Work instructions: Read through the records. Copy each line that has the word "roads".

[Saved entries]
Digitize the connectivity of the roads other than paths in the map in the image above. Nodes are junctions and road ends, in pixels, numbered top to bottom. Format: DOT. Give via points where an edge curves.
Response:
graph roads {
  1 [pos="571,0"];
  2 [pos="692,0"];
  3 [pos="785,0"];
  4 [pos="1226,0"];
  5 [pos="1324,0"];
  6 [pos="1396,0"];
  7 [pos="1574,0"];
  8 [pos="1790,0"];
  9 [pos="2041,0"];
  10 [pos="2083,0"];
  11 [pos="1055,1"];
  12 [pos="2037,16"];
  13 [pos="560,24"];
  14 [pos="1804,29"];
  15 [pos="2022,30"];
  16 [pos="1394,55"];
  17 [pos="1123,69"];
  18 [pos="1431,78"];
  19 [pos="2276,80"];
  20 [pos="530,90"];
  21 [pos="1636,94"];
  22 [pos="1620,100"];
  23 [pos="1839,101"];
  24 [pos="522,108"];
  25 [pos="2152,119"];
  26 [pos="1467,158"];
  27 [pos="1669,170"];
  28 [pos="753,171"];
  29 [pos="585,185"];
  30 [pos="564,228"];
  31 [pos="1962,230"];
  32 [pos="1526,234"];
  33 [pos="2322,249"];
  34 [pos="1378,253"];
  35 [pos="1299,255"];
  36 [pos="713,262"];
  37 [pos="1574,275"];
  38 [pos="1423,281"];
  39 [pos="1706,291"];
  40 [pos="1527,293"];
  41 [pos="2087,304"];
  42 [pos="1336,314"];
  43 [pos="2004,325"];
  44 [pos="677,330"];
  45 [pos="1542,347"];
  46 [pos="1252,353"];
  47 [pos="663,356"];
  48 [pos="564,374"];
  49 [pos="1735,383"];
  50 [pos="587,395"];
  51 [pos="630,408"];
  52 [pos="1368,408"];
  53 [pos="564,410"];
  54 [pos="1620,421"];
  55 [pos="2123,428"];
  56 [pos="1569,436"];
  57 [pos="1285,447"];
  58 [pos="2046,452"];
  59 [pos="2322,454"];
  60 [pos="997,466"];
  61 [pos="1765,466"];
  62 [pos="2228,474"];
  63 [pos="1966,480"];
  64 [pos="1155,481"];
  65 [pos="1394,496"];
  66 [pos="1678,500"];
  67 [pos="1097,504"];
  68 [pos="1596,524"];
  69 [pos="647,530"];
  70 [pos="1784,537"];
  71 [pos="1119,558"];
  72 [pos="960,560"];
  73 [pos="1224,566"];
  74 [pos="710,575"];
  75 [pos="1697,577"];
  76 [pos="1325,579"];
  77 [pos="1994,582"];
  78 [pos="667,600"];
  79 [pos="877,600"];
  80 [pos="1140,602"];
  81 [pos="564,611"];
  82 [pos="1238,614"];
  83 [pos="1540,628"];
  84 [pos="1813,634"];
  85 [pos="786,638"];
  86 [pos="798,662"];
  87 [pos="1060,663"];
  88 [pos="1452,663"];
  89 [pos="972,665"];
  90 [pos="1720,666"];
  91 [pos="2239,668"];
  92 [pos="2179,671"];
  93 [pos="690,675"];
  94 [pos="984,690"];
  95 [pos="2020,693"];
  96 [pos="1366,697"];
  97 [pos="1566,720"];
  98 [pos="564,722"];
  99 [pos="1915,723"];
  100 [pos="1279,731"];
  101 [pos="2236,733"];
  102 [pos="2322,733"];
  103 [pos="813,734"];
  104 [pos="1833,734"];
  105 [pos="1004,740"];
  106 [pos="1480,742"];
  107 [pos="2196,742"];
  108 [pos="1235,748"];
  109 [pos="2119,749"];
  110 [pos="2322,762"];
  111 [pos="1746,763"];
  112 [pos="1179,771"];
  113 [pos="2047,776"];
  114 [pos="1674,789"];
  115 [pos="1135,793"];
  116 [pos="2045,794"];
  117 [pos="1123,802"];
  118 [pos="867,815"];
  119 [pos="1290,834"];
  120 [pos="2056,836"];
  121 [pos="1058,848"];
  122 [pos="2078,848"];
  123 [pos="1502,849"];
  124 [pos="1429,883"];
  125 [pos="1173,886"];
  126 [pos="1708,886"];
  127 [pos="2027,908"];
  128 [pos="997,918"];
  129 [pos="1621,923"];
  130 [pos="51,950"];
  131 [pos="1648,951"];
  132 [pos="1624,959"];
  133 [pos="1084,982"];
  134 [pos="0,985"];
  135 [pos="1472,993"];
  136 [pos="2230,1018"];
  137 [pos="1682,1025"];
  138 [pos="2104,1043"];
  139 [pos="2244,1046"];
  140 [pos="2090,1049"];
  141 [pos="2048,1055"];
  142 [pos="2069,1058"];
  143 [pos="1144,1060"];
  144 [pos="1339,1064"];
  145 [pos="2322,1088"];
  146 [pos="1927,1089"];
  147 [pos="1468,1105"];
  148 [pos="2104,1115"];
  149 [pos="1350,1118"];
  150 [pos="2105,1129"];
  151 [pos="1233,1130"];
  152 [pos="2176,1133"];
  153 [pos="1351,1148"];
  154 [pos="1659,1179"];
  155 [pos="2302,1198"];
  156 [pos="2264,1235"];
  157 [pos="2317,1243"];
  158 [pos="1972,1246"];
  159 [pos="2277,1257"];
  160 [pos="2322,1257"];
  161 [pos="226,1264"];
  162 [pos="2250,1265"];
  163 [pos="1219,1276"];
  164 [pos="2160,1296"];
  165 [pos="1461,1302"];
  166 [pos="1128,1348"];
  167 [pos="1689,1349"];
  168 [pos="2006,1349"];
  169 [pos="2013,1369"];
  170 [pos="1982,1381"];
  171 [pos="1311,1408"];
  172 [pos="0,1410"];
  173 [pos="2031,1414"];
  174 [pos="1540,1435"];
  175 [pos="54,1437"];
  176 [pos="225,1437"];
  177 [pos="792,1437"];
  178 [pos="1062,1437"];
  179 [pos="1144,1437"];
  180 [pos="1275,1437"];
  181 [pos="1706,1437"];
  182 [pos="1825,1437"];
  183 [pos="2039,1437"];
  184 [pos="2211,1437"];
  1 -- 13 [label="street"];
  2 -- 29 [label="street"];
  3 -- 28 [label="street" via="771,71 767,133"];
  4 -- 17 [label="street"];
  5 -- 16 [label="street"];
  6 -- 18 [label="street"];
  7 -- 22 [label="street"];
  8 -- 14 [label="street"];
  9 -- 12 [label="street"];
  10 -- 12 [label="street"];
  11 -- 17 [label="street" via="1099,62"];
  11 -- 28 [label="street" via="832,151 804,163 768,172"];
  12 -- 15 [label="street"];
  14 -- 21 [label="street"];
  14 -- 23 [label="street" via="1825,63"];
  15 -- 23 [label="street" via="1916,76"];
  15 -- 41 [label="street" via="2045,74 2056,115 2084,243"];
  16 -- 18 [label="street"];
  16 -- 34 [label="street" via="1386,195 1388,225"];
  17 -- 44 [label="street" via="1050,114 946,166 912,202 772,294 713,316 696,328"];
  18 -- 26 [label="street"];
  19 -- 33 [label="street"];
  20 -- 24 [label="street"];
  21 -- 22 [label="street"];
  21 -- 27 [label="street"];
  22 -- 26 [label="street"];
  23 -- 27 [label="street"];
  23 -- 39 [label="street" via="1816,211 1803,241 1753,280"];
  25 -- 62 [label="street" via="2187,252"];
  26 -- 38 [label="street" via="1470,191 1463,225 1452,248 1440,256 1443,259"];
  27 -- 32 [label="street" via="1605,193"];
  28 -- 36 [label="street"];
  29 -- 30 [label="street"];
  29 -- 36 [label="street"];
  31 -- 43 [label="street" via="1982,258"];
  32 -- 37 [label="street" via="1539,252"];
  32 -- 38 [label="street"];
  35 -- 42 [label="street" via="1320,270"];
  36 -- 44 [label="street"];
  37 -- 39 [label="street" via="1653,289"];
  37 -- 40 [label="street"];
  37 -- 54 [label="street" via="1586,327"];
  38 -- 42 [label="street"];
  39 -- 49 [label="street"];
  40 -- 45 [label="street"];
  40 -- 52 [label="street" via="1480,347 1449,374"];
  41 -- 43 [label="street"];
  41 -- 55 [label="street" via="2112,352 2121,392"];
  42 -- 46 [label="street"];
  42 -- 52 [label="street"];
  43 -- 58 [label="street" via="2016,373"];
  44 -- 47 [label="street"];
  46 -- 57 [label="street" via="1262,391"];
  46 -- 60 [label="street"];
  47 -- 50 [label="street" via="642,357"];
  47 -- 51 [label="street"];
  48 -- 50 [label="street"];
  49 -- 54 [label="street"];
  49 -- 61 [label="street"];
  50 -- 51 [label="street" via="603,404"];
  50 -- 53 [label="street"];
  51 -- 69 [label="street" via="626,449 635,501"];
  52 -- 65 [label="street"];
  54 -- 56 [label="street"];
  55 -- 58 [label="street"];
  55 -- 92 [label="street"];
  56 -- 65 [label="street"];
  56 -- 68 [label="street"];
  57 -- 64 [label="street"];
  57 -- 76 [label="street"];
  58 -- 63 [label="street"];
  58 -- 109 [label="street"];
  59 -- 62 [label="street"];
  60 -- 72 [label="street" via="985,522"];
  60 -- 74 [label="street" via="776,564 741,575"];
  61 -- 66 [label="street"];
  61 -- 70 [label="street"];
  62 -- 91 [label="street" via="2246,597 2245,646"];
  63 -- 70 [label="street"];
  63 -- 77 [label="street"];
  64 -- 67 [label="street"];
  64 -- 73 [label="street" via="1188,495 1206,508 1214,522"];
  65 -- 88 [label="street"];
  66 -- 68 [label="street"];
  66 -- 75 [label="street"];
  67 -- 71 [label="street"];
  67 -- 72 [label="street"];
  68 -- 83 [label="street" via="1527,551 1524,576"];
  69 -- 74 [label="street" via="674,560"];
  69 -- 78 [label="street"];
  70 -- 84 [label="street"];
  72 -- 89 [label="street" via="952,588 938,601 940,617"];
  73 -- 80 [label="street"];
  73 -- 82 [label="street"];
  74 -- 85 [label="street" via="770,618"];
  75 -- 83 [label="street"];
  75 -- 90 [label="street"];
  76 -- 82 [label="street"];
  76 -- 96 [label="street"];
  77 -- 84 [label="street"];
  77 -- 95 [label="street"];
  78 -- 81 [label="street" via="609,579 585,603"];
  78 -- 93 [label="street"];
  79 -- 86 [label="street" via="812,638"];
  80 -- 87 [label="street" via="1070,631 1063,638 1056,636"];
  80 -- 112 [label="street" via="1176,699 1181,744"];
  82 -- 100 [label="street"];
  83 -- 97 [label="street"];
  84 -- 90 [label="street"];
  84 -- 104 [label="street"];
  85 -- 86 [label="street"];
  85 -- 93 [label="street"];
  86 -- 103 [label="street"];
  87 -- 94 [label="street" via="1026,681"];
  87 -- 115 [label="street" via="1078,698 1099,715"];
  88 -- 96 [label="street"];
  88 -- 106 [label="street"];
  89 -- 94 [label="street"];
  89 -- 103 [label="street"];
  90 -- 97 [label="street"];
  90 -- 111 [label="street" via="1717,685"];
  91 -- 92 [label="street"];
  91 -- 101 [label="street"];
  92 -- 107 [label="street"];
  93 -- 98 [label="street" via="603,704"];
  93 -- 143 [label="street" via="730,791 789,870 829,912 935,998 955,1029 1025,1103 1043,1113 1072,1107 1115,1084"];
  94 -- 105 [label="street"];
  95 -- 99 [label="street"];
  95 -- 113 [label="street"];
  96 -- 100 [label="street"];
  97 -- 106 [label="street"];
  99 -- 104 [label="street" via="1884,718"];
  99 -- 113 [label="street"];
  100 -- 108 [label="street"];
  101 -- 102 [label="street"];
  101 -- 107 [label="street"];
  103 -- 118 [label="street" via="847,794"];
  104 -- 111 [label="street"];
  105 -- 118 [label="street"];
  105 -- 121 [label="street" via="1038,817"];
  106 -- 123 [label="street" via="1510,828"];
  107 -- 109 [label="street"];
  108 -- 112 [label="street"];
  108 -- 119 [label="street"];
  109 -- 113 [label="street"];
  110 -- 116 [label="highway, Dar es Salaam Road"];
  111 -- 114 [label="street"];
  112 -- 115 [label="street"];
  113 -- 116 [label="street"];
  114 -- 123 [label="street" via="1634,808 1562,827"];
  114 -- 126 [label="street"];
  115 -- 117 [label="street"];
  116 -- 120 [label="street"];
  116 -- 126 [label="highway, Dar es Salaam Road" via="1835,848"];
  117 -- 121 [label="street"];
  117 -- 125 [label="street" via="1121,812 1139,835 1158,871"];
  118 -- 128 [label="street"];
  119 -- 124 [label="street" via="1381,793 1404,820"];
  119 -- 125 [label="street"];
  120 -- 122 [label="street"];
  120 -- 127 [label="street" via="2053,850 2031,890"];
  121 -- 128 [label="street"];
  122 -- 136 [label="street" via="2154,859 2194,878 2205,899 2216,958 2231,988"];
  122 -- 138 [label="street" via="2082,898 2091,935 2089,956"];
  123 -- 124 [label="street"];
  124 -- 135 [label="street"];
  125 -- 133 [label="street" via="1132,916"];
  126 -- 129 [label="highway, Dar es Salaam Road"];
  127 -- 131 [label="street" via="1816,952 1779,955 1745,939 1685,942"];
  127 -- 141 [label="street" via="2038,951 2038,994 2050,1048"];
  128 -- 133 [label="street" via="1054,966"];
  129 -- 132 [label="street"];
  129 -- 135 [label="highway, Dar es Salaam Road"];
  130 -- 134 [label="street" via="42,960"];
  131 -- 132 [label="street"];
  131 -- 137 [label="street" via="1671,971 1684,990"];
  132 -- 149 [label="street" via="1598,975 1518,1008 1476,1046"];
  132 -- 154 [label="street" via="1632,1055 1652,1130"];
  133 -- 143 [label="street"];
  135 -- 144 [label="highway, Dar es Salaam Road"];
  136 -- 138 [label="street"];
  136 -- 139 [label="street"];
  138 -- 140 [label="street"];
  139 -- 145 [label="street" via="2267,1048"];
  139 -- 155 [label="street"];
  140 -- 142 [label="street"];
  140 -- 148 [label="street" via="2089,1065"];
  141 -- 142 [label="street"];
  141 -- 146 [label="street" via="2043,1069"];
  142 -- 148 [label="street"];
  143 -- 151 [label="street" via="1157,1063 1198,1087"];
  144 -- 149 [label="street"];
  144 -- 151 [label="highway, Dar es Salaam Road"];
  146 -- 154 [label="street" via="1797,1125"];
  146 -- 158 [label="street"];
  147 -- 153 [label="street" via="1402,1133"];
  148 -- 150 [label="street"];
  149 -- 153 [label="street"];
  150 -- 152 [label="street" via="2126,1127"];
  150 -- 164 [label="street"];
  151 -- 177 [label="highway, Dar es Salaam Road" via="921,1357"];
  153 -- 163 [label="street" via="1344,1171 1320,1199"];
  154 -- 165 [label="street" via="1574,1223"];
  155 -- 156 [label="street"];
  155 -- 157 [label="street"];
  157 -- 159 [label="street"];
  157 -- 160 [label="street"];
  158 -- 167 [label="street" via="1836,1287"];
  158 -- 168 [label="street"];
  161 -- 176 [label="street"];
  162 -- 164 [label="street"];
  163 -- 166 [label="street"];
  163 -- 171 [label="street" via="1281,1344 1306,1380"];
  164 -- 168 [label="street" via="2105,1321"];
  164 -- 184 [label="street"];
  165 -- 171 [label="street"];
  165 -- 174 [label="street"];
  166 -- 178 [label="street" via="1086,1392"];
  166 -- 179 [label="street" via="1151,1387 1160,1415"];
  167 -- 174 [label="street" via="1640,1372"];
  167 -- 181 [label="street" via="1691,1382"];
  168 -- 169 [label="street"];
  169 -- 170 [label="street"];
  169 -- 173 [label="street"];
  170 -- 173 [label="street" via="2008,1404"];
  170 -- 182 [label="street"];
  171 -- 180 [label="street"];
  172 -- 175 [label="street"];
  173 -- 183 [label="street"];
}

Solution for this exercise:
Digitize the connectivity of the roads other than paths in the map in the image above. Nodes are junctions and road ends, in pixels, numbered top to bottom. Format: DOT. Give via points where an edge curves.
graph roads {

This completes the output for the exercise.